In Futurama, does Fry awaken in a future where the human race has overwhelmingly - as the result of overbreeding by the congenitally imbecilic "Jukes and Kallikaks" elements in the population - become genetically degraded hopeless dimwits? It's not that "a dumb kid is frozen and wakes up (wait for it), 1 thousand years later," but rather a situation in which a somewhat-below-average yutz from the present "is frozen and wakes up" to discover that he's intrinsically smarter than the people of the future.
Are you aware of any movies (or books or television programs or anything else in the entertainment media) that make use of this idea? Other than Idiocracy (2006) and "The Marching Morons" (1951)?
This sort of plagiarism is commonplace in the movie industry. In 1979, with Ridley Scott's Alien, the same production company responsible for Idiocracy - 20th Century Fox - got hammered in a lawsuit for violating the rights of the author who had published the novelette "Discord in Scarlet" in 1939. Fox settled out of court with writer A.E. van Vogt when they found out - surprise! - that the literary property they had ripped off was not only still under copyright but also vigorously defended.
I'm looking forward to Idiocracy, too, though I'm pretty sure that Mike Judge will not be applying to this movie the wonderfully vicious wit that I found in Office Space. I think the central idea has sardonically humorous potential.
But, then, I enjoyed the way C.M. Kornbluth handled the same idea in "The Marching Morons" when he created it more than fifty years ago.
paulina_0228
07-16-2006, 06:34 PM
I have not read "The Marching Moron", and will take a look at what it is all about. As far as the plot of "Idiocracy", you can really look at it, where a person is the same and everyone around him is different (Seinfeld quote). Stories like that exist in every single episode of "The Twilight Zone".

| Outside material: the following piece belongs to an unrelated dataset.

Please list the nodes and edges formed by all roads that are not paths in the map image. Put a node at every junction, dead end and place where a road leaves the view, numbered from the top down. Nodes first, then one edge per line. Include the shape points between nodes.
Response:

I'm against plagiarism, but at the same time, I'm against frivolous lawsuits. I'll look deeper into this and see for myself which one this looks to be.

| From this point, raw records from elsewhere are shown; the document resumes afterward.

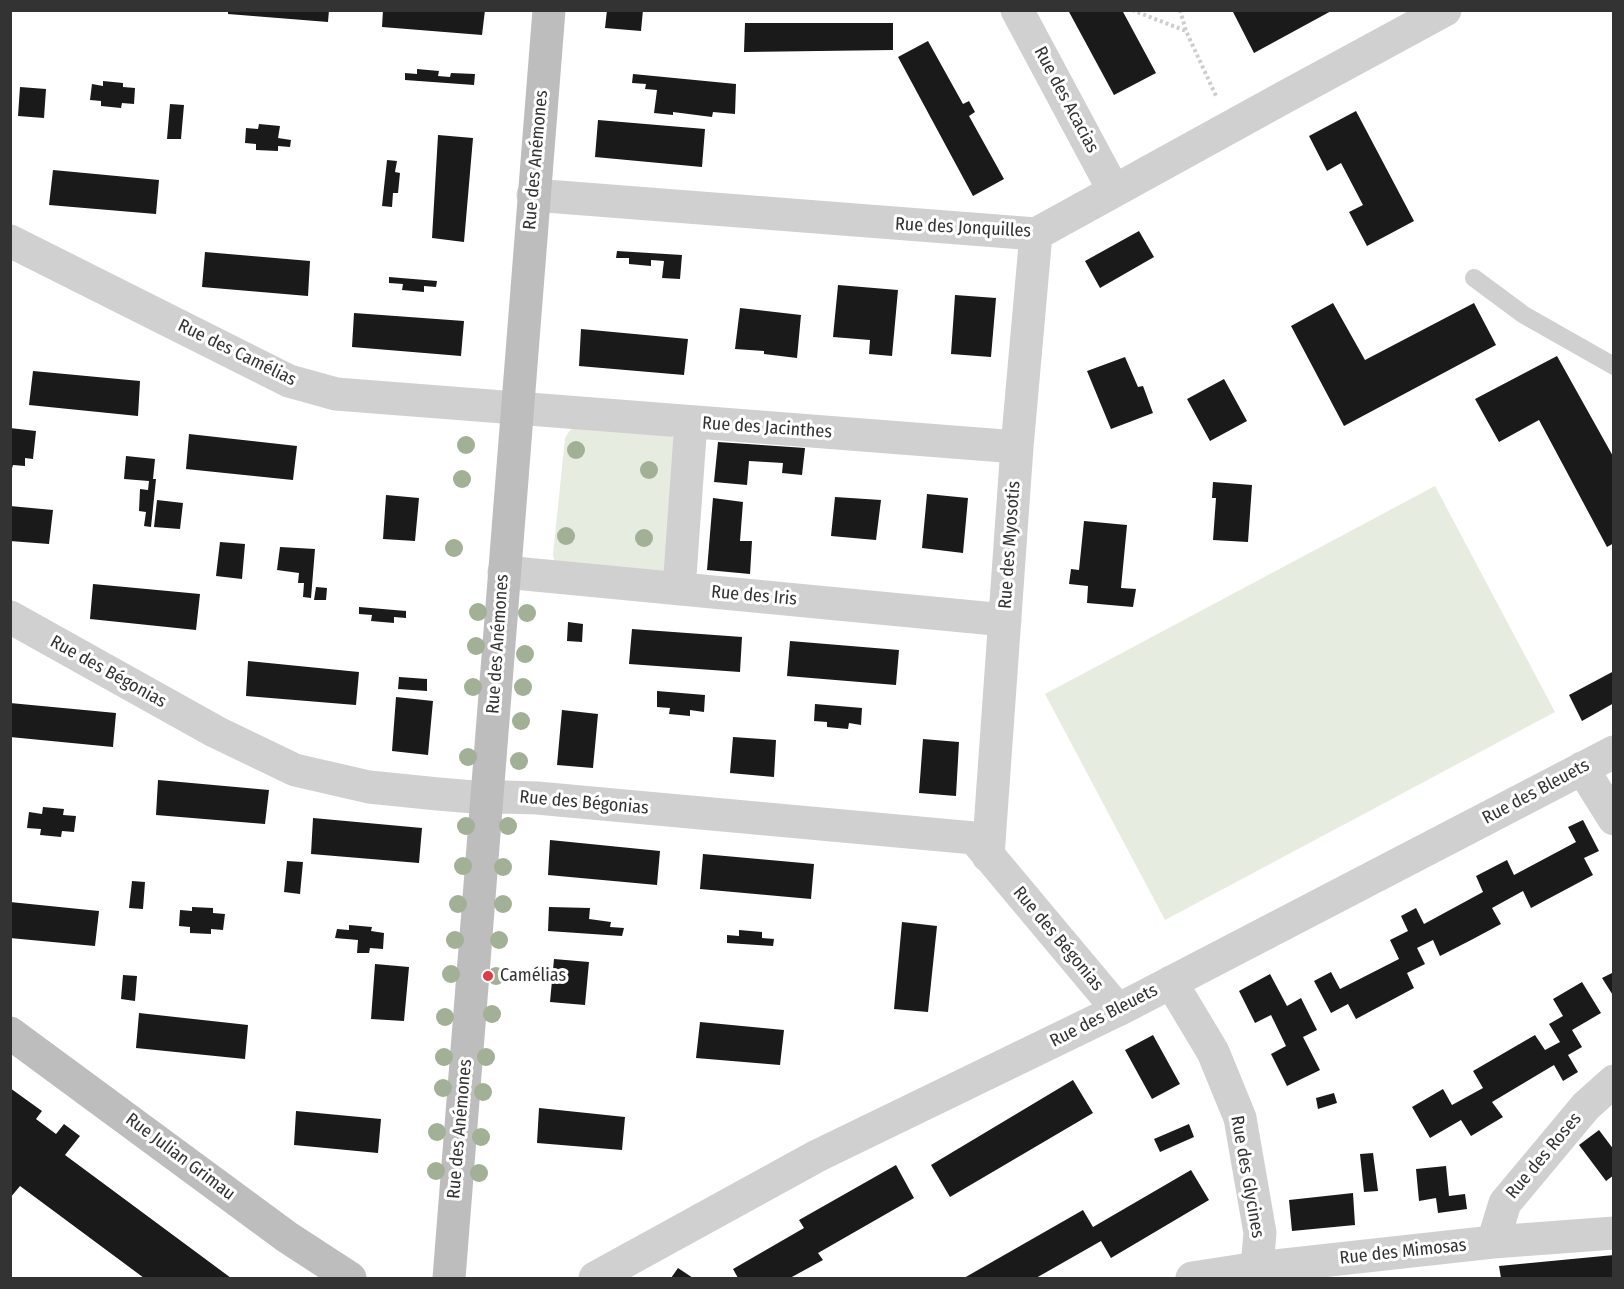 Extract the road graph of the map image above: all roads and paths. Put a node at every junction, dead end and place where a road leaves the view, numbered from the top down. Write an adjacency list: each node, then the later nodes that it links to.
1 (549, 10): 9 (street, Rue des Anémones)
2 (1017, 10): 8 (street, Rue des Acacias)
3 (1132, 10): 6 (path)
4 (1180, 10): 6 (path)
5 (1445, 10): 7 (street, Rue des Jonquilles)
6 (1186, 31): 7 (path)
7 (1230, 127): 8 (street, Rue des Jonquilles)
8 (1114, 191): 10 (street, Rue des Jonquilles)
9 (534, 195): 10 (street, Rue des Jonquilles); 14 (street, Rue des Anémones)
10 (1036, 234): 16 (street, Rue des Myosotis)
11 (10, 241): 14 (street, Rue des Camélias)
12 (1474, 278): 13 (lane)
13 (1614, 366)
14 (516, 409): 15 (street, Rue des Jacinthes); 17 (street, Rue des Anémones)
15 (691, 422): 16 (street, Rue des Jacinthes); 18 (street)
16 (1017, 447): 20 (street, Rue des Myosotis)
17 (504, 572): 18 (street, Rue des Iris); 23 (street, Rue des Anémones)
18 (679, 589): 20 (street, Rue des Iris)
19 (10, 617): 23 (street, Rue des Bégonias)
20 (1005, 620): 25 (street, Rue des Myosotis)
21 (1614, 752): 22 (street, Rue des Bleuets)
22 (1582, 768): 24 (street); 26 (street, Rue des Bleuets)
23 (486, 798): 25 (street, Rue des Bégonias); 34 (street, Rue des Anémones)
24 (1614, 819)
25 (988, 856): 27 (street, Rue des Bégonias)
26 (1171, 982): 27 (street, Rue des Bleuets); 32 (street, Rue des Glycines)
27 (1118, 1010): 35 (street, Rue des Bleuets)
28 (10, 1033): 33 (street, Rue Julian Grimau)
29 (1614, 1081): 31 (street, Rue des Roses)
30 (1614, 1233): 31 (street, Rue des Mimosas)
31 (1493, 1242): 32 (street, Rue des Mimosas)
32 (1256, 1273): 36 (street, Rue des Mimosas)
33 (351, 1278)
34 (449, 1278)
35 (595, 1278)
36 (1192, 1278)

Until then, I'll patiently waiting till September 1st, and I'm very confident that there will be no lawsuit (unless there is one already).
ishtarian
03-16-2007, 02:00 PM
Had a friend bring this film to my attention, and I saw some of the clips from it (fairly length one from the hospital, and the intro). This isn't similar to Kornbluth's "The Marching Morons" -- it's darned near dead-on! The "similarities" are so close that only a bit of tweaking in phraseology is different. I'm sorry, but this really is a blatant rip-off of a very honored story... the title of the film is rather fitting, as to plagiarize a story that is so well-known, and so frequently anthologized, is not the brightest move in the world....
Don't get me wrong; I think that such a film could definitely have merits. But I also think that Kornbluth should be given credit (can't pay the man, as he's been dead since 1958), but he should at least be given credit.
Here's the Wikipedia article on the story, for those who aren't inclined to look up the original:
http://en.wikipedia.org/wiki/The_Marching_Morons
However, I suggest reading the story, as it is actually much smarter and more savage in its social commentary. There is a companion piece, titled "The Little Black Bag", and I'd say several elements from that one have been incorporated in this film, too... and that's just from the little I've seen. It was glaring, in this case.